The film's script diverged considerably from the story told in the book, but Bottome felt that the film retained the book's essence. However, Bottome wrote: "What it is to be a Nazi has been shown with unequivocal sincerity and life-likeness, but in the scene between the Jewish professor and his son, Rudi, there was a watering down of courage. Those familiar with the father’s definition of a good Jew will miss its full significance in the film because the central idea has been overlaid by insignificant words."

The Mortal Storm was one of the few directly anti-Nazi Hollywood films released before the American entry into World War II in December 1941. The Freya Roth character is the daughter of a Junker mother and a "non-Aryan" father. It is implied that Freya, her father and Rudi are Jews, but the word "Jew" is never actually used, and they are identified as "non-Aryans." Erich and Otto von Rohn are not "non-Aryan", but they must fear guilt by association. The film infuriated the Nazi government; as a result, all MGM films were subsequently banned in Germany.

Mountain snow scenes were filmed in Salt Lake City, Utah and Sun Valley, Idaho.

The score by award-winning composer Bronislau Kaper and by Eugene Zador was credited to the pseudonym of Edward Kane.

The film concludes with an excerpt from the poem "The Gate of the Year", which King George VI made famous when he quoted it during his Christmas 1939 radio broadcast.

The Mortal Storm was the last film in which Margaret Sullavan and James Stewart appeared together.

Reception
Bosley Crowther of The New York Times called The Mortal Storm "magnificently directed and acted ... a passionate drama, struck out of the deepest tragedy, which is comforting at this time only in its exposition of heroic stoicism." Howard Barnes' review in the New York Herald Tribune lamented that Europe was at war by the time of the film's release: "Less than a year ago, it would have had far more dramatic and emotional impact than it has at this time. ... It is not MGM's fault, but the timing on the making of The Mortal Storm has been extremely bad."

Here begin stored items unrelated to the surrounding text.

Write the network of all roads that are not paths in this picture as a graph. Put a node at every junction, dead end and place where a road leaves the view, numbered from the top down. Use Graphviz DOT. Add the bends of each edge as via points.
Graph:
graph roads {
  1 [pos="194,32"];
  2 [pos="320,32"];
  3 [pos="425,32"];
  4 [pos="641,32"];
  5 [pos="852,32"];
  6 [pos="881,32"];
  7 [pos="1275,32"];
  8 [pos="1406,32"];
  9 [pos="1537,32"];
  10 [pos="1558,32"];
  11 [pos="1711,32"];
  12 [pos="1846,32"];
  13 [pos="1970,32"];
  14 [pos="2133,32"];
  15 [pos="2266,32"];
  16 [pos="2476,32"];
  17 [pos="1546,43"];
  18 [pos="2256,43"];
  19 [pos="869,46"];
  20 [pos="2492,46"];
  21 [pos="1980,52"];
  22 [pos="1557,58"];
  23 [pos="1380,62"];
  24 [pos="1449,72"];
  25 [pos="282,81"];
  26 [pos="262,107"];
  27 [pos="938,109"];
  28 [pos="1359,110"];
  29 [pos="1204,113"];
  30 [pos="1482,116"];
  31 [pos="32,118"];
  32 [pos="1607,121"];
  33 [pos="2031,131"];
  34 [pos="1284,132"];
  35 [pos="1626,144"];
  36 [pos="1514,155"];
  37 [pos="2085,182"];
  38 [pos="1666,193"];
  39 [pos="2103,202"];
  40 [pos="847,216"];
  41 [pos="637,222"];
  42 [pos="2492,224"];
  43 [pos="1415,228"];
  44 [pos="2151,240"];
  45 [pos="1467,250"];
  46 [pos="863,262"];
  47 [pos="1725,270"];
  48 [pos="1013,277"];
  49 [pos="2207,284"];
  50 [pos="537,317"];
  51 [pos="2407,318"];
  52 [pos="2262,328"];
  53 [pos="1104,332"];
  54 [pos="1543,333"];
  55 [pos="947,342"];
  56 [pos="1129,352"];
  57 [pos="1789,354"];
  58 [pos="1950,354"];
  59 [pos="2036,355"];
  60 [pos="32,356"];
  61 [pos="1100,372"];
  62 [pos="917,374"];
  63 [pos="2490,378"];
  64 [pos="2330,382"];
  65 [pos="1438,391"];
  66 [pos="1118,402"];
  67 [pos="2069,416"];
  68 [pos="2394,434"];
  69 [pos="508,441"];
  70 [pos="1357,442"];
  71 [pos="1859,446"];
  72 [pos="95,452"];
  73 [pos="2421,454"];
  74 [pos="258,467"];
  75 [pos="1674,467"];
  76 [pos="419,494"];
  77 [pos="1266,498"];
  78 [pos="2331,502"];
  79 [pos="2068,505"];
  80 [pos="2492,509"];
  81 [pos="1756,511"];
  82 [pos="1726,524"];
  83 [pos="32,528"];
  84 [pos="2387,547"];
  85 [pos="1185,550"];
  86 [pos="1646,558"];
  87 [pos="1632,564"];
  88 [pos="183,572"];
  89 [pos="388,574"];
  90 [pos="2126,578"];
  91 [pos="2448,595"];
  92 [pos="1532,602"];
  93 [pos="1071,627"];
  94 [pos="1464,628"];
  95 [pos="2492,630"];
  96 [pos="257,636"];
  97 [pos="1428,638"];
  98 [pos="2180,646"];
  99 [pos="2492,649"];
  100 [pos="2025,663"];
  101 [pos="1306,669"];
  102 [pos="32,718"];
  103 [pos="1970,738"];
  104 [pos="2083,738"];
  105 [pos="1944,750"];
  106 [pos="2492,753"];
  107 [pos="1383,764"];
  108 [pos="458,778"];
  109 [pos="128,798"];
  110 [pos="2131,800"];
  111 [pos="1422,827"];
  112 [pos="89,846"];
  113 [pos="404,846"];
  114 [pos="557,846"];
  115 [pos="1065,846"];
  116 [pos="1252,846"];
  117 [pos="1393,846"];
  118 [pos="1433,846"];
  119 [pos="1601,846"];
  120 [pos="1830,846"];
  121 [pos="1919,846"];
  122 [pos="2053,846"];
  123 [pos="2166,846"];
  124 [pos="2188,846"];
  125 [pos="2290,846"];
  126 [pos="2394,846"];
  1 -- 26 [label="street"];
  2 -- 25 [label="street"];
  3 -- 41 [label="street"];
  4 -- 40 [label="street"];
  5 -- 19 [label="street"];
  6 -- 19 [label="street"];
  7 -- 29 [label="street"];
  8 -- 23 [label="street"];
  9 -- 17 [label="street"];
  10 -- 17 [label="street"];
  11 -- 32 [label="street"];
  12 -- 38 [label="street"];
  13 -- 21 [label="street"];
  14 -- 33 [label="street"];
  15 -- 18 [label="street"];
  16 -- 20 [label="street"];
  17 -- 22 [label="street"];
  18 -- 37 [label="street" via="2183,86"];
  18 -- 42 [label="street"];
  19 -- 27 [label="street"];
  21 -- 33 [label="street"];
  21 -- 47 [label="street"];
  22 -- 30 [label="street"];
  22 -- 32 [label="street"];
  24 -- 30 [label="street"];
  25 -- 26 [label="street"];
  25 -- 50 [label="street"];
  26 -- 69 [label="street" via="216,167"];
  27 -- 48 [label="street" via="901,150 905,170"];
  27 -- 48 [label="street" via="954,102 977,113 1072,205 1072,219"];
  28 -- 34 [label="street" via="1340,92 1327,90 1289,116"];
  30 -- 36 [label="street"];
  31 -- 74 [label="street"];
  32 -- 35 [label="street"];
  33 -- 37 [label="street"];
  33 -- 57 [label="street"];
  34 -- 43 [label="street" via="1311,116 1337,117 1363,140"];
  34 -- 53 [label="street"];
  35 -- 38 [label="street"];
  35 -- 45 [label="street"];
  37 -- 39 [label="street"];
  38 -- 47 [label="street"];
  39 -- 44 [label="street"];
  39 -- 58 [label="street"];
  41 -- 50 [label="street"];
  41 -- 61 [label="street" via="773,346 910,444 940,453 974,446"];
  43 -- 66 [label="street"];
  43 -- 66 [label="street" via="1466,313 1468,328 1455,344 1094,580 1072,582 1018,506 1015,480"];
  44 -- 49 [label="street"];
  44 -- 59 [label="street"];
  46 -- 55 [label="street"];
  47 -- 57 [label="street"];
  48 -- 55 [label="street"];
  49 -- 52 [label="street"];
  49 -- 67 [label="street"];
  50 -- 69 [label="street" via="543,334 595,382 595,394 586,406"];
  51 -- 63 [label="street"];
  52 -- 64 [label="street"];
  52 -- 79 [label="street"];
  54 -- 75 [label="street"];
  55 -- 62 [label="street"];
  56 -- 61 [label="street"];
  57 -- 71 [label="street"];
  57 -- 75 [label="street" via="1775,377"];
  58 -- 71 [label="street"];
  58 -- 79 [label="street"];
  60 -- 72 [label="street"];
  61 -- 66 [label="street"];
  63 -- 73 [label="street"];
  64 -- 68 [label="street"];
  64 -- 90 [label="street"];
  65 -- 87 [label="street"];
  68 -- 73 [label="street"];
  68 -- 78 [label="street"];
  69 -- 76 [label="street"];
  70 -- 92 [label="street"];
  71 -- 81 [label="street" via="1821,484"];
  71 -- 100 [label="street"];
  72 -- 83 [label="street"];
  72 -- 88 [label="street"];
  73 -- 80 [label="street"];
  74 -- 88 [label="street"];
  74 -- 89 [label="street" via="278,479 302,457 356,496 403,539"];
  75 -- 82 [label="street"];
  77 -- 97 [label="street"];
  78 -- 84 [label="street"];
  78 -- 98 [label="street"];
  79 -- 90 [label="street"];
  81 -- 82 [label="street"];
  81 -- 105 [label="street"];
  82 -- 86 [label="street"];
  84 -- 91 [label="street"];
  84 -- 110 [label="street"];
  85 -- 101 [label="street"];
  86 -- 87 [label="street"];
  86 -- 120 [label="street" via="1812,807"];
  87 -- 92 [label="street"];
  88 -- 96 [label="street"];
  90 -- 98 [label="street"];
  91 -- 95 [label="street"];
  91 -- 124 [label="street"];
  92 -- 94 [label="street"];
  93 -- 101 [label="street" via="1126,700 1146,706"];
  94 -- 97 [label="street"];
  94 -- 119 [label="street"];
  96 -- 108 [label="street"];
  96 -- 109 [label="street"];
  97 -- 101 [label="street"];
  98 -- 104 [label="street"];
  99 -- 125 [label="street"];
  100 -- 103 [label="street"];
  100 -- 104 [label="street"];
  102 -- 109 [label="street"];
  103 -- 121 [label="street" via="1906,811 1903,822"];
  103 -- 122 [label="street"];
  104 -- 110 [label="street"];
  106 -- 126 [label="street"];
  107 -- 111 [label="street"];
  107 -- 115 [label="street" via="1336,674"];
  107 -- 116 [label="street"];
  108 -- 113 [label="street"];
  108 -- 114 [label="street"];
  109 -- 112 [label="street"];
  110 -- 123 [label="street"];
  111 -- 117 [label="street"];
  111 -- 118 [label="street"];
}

A review in Variety stated: "It is not the first of the anti-Nazi pictures, but it is the most effective film exposé to date of the totalitarian idea, a slugging indictment of the political and social theories advanced by Hitler. ... Performances are excellent." Harrison's Reports wrote: "This is the most powerful anti-Nazi picture yet produced. It excels in every department - that of acting, direction, production and photography." Film Daily wrote: "Because of its virulent exposition of Nazi methods, this film must be seen by every American ... Magnificently directed by Frank Borzage, pulsating with dramatic power, and played up to the hilt by a transcendingly skillful cast, it will electrify audiences wherever it is shown." John Mosher of The New Yorker praised the film's story for being presented "without any theatrical nonsense" and added, "What is outstanding about Frank Borzage's direction is its restraint. The cruel story is told without any of the highlights of horror. We feel that what lies behind is worse than what we are shown."

The Mortal Storm ranked tenth on Film Daily's year-end nationwide poll of 546 critics naming the best films of 1940.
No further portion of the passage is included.